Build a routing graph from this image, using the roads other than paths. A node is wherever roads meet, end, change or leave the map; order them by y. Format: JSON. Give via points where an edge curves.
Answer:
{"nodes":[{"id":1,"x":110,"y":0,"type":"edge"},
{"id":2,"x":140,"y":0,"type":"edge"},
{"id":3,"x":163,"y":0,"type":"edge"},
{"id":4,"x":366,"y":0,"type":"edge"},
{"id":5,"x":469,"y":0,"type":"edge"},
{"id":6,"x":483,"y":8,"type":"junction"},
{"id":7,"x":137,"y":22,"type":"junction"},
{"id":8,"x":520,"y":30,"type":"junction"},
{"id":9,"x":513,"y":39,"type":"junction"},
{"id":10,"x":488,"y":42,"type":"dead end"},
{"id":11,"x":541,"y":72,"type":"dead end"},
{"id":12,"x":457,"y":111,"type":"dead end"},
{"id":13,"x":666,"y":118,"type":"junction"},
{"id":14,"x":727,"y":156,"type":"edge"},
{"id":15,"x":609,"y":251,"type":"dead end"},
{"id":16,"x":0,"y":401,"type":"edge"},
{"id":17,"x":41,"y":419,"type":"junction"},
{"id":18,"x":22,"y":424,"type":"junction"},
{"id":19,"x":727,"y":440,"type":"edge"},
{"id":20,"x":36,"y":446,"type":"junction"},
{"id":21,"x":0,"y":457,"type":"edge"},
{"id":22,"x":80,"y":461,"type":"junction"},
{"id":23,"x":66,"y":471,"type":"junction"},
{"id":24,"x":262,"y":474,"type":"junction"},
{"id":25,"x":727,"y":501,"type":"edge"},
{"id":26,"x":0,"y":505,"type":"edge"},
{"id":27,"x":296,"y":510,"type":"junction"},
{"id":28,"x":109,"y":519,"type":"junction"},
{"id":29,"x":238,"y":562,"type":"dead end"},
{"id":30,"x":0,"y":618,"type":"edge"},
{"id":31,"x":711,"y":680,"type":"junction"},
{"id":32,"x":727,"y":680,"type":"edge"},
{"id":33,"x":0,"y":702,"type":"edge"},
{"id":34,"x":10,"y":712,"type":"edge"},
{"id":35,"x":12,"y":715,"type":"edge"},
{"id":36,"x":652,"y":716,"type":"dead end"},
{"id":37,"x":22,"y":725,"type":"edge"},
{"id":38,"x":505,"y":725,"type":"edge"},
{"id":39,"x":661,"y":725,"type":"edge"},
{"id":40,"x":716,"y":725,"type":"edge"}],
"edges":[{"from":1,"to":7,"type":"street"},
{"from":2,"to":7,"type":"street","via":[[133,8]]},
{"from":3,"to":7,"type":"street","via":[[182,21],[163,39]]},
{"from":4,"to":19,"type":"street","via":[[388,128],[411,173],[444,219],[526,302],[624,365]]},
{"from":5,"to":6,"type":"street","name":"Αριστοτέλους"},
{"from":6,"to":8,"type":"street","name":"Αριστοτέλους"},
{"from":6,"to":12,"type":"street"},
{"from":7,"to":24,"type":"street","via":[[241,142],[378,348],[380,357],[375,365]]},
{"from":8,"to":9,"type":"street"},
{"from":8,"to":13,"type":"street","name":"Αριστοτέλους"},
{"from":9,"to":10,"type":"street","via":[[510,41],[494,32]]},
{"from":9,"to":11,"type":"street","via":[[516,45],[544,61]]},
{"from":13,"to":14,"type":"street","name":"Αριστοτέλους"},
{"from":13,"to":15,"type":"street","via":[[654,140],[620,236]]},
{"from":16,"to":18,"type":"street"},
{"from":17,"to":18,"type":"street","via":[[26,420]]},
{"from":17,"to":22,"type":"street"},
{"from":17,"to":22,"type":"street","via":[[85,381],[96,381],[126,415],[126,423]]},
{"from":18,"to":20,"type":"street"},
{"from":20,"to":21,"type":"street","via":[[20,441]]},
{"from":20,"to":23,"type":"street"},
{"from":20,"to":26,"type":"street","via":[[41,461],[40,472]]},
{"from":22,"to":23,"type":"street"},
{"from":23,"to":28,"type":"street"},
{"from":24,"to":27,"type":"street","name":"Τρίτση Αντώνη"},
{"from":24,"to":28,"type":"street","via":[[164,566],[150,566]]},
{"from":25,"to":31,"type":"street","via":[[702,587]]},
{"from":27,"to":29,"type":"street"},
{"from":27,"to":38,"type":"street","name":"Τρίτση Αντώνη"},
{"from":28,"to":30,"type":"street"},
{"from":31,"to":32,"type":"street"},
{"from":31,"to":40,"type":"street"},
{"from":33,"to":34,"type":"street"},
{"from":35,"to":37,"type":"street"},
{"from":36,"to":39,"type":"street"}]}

━━━━━━

ASSIGNMENT.
Line by line, repeat everything in the records verbatim.

SOLUTION FOR THIS TASK.
Build a routing graph from this image, using the roads other than paths. A node is wherever roads meet, end, change or leave the map; order them by y. Format: JSON. Give via points where an edge curves.
Answer:
{"nodes":[{"id":1,"x":110,"y":0,"type":"edge"},
{"id":2,"x":140,"y":0,"type":"edge"},
{"id":3,"x":163,"y":0,"type":"edge"},
{"id":4,"x":366,"y":0,"type":"edge"},
{"id":5,"x":469,"y":0,"type":"edge"},
{"id":6,"x":483,"y":8,"type":"junction"},
{"id":7,"x":137,"y":22,"type":"junction"},
{"id":8,"x":520,"y":30,"type":"junction"},
{"id":9,"x":513,"y":39,"type":"junction"},
{"id":10,"x":488,"y":42,"type":"dead end"},
{"id":11,"x":541,"y":72,"type":"dead end"},
{"id":12,"x":457,"y":111,"type":"dead end"},
{"id":13,"x":666,"y":118,"type":"junction"},
{"id":14,"x":727,"y":156,"type":"edge"},
{"id":15,"x":609,"y":251,"type":"dead end"},
{"id":16,"x":0,"y":401,"type":"edge"},
{"id":17,"x":41,"y":419,"type":"junction"},
{"id":18,"x":22,"y":424,"type":"junction"},
{"id":19,"x":727,"y":440,"type":"edge"},
{"id":20,"x":36,"y":446,"type":"junction"},
{"id":21,"x":0,"y":457,"type":"edge"},
{"id":22,"x":80,"y":461,"type":"junction"},
{"id":23,"x":66,"y":471,"type":"junction"},
{"id":24,"x":262,"y":474,"type":"junction"},
{"id":25,"x":727,"y":501,"type":"edge"},
{"id":26,"x":0,"y":505,"type":"edge"},
{"id":27,"x":296,"y":510,"type":"junction"},
{"id":28,"x":109,"y":519,"type":"junction"},
{"id":29,"x":238,"y":562,"type":"dead end"},
{"id":30,"x":0,"y":618,"type":"edge"},
{"id":31,"x":711,"y":680,"type":"junction"},
{"id":32,"x":727,"y":680,"type":"edge"},
{"id":33,"x":0,"y":702,"type":"edge"},
{"id":34,"x":10,"y":712,"type":"edge"},
{"id":35,"x":12,"y":715,"type":"edge"},
{"id":36,"x":652,"y":716,"type":"dead end"},
{"id":37,"x":22,"y":725,"type":"edge"},
{"id":38,"x":505,"y":725,"type":"edge"},
{"id":39,"x":661,"y":725,"type":"edge"},
{"id":40,"x":716,"y":725,"type":"edge"}],
"edges":[{"from":1,"to":7,"type":"street"},
{"from":2,"to":7,"type":"street","via":[[133,8]]},
{"from":3,"to":7,"type":"street","via":[[182,21],[163,39]]},
{"from":4,"to":19,"type":"street","via":[[388,128],[411,173],[444,219],[526,302],[624,365]]},
{"from":5,"to":6,"type":"street","name":"Αριστοτέλους"},
{"from":6,"to":8,"type":"street","name":"Αριστοτέλους"},
{"from":6,"to":12,"type":"street"},
{"from":7,"to":24,"type":"street","via":[[241,142],[378,348],[380,357],[375,365]]},
{"from":8,"to":9,"type":"street"},
{"from":8,"to":13,"type":"street","name":"Αριστοτέλους"},
{"from":9,"to":10,"type":"street","via":[[510,41],[494,32]]},
{"from":9,"to":11,"type":"street","via":[[516,45],[544,61]]},
{"from":13,"to":14,"type":"street","name":"Αριστοτέλους"},
{"from":13,"to":15,"type":"street","via":[[654,140],[620,236]]},
{"from":16,"to":18,"type":"street"},
{"from":17,"to":18,"type":"street","via":[[26,420]]},
{"from":17,"to":22,"type":"street"},
{"from":17,"to":22,"type":"street","via":[[85,381],[96,381],[126,415],[126,423]]},
{"from":18,"to":20,"type":"street"},
{"from":20,"to":21,"type":"street","via":[[20,441]]},
{"from":20,"to":23,"type":"street"},
{"from":20,"to":26,"type":"street","via":[[41,461],[40,472]]},
{"from":22,"to":23,"type":"street"},
{"from":23,"to":28,"type":"street"},
{"from":24,"to":27,"type":"street","name":"Τρίτση Αντώνη"},
{"from":24,"to":28,"type":"street","via":[[164,566],[150,566]]},
{"from":25,"to":31,"type":"street","via":[[702,587]]},
{"from":27,"to":29,"type":"street"},
{"from":27,"to":38,"type":"street","name":"Τρίτση Αντώνη"},
{"from":28,"to":30,"type":"street"},
{"from":31,"to":32,"type":"street"},
{"from":31,"to":40,"type":"street"},
{"from":33,"to":34,"type":"street"},
{"from":35,"to":37,"type":"street"},
{"from":36,"to":39,"type":"street"}]}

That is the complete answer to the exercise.